Conservative strategists urged McCain to take of the gloves at last night's debate. That he did.
Conservative strategists urged McCain to finally mention Bill Ayers at last night's debate. That he did.
Conservative strategists urged McCain to mention the "ugly" attacks on him by people like John Lewis, at last night's debate. That he did.
Conservative strategists urged McCain to touch upon hot-button social issues, like abortion, at last night's debate. That he did.
So conservative strategists are very very happy today with McCain's performance, as are conservative voters.
Slight problem, though. In order to win this election, McCain needs to win people other than conservatives (who now represent a small minority of voters).

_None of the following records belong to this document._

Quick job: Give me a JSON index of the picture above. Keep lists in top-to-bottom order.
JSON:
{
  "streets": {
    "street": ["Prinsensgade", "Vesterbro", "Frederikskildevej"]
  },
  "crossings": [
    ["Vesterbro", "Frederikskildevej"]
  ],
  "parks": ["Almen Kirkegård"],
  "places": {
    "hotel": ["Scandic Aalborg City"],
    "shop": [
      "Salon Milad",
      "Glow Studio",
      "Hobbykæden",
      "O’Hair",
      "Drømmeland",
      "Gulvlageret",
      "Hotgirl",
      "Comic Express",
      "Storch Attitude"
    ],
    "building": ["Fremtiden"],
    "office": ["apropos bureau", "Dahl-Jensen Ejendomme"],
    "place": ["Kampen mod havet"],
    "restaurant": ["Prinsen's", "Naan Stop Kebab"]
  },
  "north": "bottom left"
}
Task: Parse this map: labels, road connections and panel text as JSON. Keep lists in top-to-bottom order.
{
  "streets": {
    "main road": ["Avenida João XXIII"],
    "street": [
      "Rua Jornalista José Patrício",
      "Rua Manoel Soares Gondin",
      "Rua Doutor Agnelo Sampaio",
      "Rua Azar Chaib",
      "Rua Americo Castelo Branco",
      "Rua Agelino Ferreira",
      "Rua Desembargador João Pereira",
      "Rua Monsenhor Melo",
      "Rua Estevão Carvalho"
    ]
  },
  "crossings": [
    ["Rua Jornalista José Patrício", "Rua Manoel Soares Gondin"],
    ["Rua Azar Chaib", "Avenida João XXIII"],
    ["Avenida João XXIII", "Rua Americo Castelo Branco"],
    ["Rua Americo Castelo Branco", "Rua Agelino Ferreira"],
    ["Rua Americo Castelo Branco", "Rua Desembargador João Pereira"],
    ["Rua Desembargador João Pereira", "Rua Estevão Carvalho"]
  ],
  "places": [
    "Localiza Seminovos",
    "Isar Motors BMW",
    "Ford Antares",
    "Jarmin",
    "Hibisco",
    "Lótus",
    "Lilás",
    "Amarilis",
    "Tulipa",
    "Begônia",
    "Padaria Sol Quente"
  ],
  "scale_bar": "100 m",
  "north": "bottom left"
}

In other words, how does playing to McCain's base — who are voting for McCain anway — translate into a game-changing strategy? The answer is, of course, that it doesn't.
I get the sense that conservatives, like the Bush Administration itself, live in a self-validating bubble of Fox News, NRO, and Rush Limbaugh. They don't understand that the bubble is their world of choice, but not the world. They don't understand that for every one of them, there are five people not in that bubble, who are unpersuaded (if not outright turned off) by the very strategy that conservatives recommend of McCain.
You would think that, after seeing the flash polls last night and this morning showing an overwhelming Obama win among undecided voters, that conservative strategists and pundits might finally realize that the path to victory doesn't come from playing to the right fringe (or, for that matter, the left fringe). It comes from having broad appeal, something Obama has mastered, and McCain has avoided.
But no such luck. Conservative pundits simply can't understand why McCain is losing when he gets all conservative in America's face. But the answer is quite simple: America simply isn't as conservative as it once was. And given the governance of conservatives for the past eight years, and the current economic situation, "conservative" is, to many, an even uglier word than "liberal". The Palin strategy, which not only includes the selection of Palin as VP but the rhetoric of Palin, simply failed. Pure and simple.